**Exercise data**
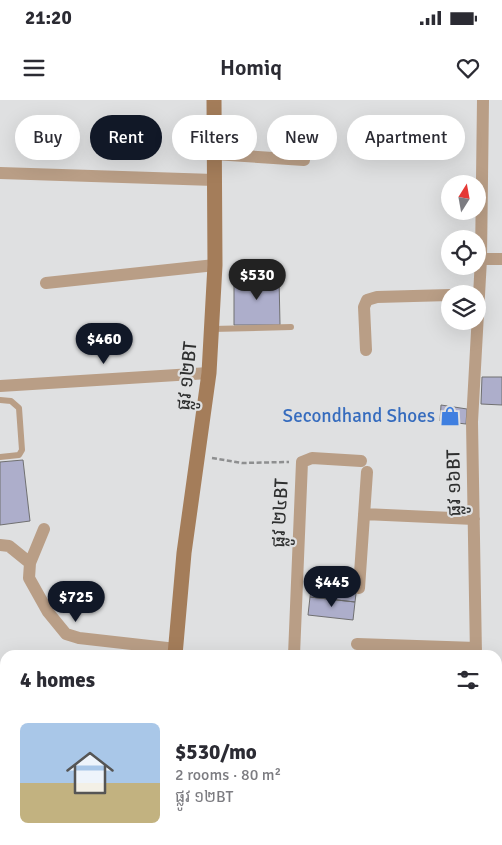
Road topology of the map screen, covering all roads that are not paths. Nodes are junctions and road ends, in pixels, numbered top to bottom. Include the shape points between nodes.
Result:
1 (214, 100) edge
2 (483, 100) edge
3 (214, 115) edge
4 (214, 160) edge
5 (0, 173) edge
6 (214, 180) junction
7 (481, 230) edge
8 (486, 259) edge
9 (502, 259) edge
10 (216, 265) junction
11 (46, 282) dead end
12 (441, 295) edge
13 (291, 327) dead end
14 (212, 329) junction
15 (476, 330) edge
16 (366, 350) dead end
17 (209, 373) junction
18 (0, 386) edge
19 (0, 400) edge
20 (0, 457) edge
21 (364, 514) junction
22 (474, 519) junction
23 (44, 529) dead end
24 (0, 545) edge
25 (30, 563) junction
26 (359, 588) dead end
27 (358, 644) dead end
28 (161, 650) edge
29 (175, 650) edge
30 (294, 650) edge
31 (446, 650) edge
32 (476, 650) edge

1 - 3 street, ផ្លូវ ១២BT
2 - 7 street, ផ្លូវ ១៦BT
4 - 6 street, ផ្លូវ ១២BT
5 - 6 street
6 - 10 street, ផ្លូវ ១២BT
8 - 9 street
10 - 11 street
10 - 14 street, ផ្លូវ ១២BT
12 - 16 street via 367,300 364,307
13 - 14 lane
14 - 17 street, ផ្លូវ ១២BT
15 - 22 street, ផ្លូវ ១៦BT via 472,422
17 - 18 street
17 - 29 street, ផ្លូវ ១២BT via 184,553
19 - 20 lane via 11,401 19,408 22,450 19,455
21 - 22 street
21 - 26 street
21 - 30 street, ផ្លូវ ២៤BT via 364,466 312,458 302,462
22 - 32 street, ផ្លូវ ១៦BT
23 - 25 street
24 - 25 street via 9,546
25 - 28 street via 29,578 48,612 66,634
27 - 31 street

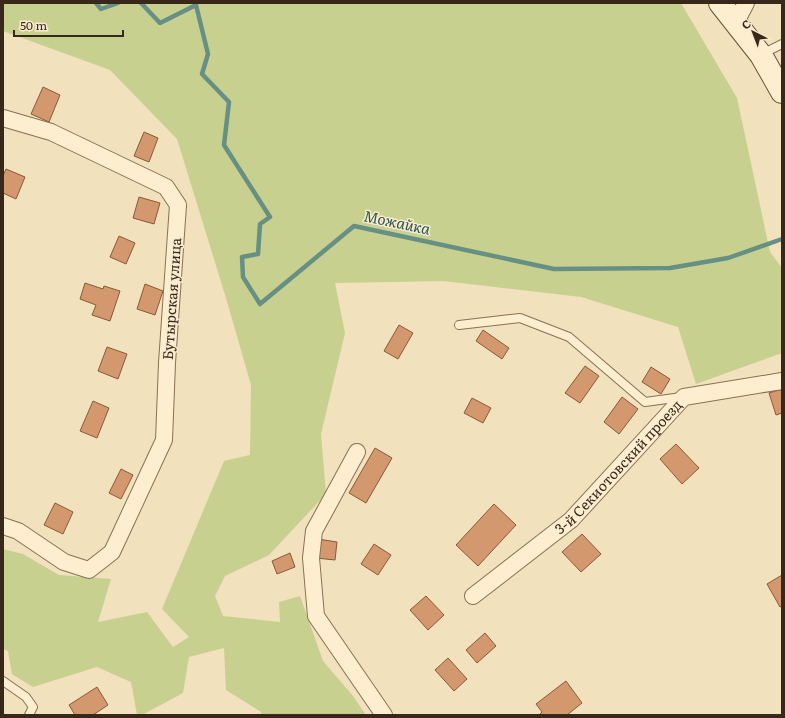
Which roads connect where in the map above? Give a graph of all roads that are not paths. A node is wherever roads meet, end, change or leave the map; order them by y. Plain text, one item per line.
1 (720, 3) edge
2 (746, 3) edge
3 (736, 22) junction
4 (782, 44) edge
5 (761, 55) junction
6 (781, 90) edge
7 (3, 118) edge
8 (459, 325) dead end
9 (782, 381) edge
10 (684, 397) junction
11 (358, 452) dead end
12 (3, 526) edge
13 (473, 596) dead end
14 (3, 681) edge
15 (29, 715) edge
16 (384, 715) edge

1 - 3 main road
2 - 3 street
3 - 5 main road
4 - 5 lane
5 - 6 main road
7 - 12 street, Бутырская улица
8 - 10 lane
9 - 10 street, 3-й Секиотовский проезд
10 - 13 street, 3-й Секиотовский проезд
11 - 16 street
14 - 15 lane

**Your assignment**
The entries above need to be transcribed word for word, and the pictures stay out.

**Answer box**
Road topology of the map screen, covering all roads that are not paths. Nodes are junctions and road ends, in pixels, numbered top to bottom. Include the shape points between nodes.
Result:
1 (214, 100) edge
2 (483, 100) edge
3 (214, 115) edge
4 (214, 160) edge
5 (0, 173) edge
6 (214, 180) junction
7 (481, 230) edge
8 (486, 259) edge
9 (502, 259) edge
10 (216, 265) junction
11 (46, 282) dead end
12 (441, 295) edge
13 (291, 327) dead end
14 (212, 329) junction
15 (476, 330) edge
16 (366, 350) dead end
17 (209, 373) junction
18 (0, 386) edge
19 (0, 400) edge
20 (0, 457) edge
21 (364, 514) junction
22 (474, 519) junction
23 (44, 529) dead end
24 (0, 545) edge
25 (30, 563) junction
26 (359, 588) dead end
27 (358, 644) dead end
28 (161, 650) edge
29 (175, 650) edge
30 (294, 650) edge
31 (446, 650) edge
32 (476, 650) edge

1 - 3 street, ផ្លូវ ១២BT
2 - 7 street, ផ្លូវ ១៦BT
4 - 6 street, ផ្លូវ ១២BT
5 - 6 street
6 - 10 street, ផ្លូវ ១២BT
8 - 9 street
10 - 11 street
10 - 14 street, ផ្លូវ ១២BT
12 - 16 street via 367,300 364,307
13 - 14 lane
14 - 17 street, ផ្លូវ ១២BT
15 - 22 street, ផ្លូវ ១៦BT via 472,422
17 - 18 street
17 - 29 street, ផ្លូវ ១២BT via 184,553
19 - 20 lane via 11,401 19,408 22,450 19,455
21 - 22 street
21 - 26 street
21 - 30 street, ផ្លូវ ២៤BT via 364,466 312,458 302,462
22 - 32 street, ផ្លូវ ១៦BT
23 - 25 street
24 - 25 street via 9,546
25 - 28 street via 29,578 48,612 66,634
27 - 31 street

Which roads connect where in the map above? Give a graph of all roads that are not paths. A node is wherever roads meet, end, change or leave the map; order them by y. Plain text, one item per line.
1 (720, 3) edge
2 (746, 3) edge
3 (736, 22) junction
4 (782, 44) edge
5 (761, 55) junction
6 (781, 90) edge
7 (3, 118) edge
8 (459, 325) dead end
9 (782, 381) edge
10 (684, 397) junction
11 (358, 452) dead end
12 (3, 526) edge
13 (473, 596) dead end
14 (3, 681) edge
15 (29, 715) edge
16 (384, 715) edge

1 - 3 main road
2 - 3 street
3 - 5 main road
4 - 5 lane
5 - 6 main road
7 - 12 street, Бутырская улица
8 - 10 lane
9 - 10 street, 3-й Секиотовский проезд
10 - 13 street, 3-й Секиотовский проезд
11 - 16 street
14 - 15 lane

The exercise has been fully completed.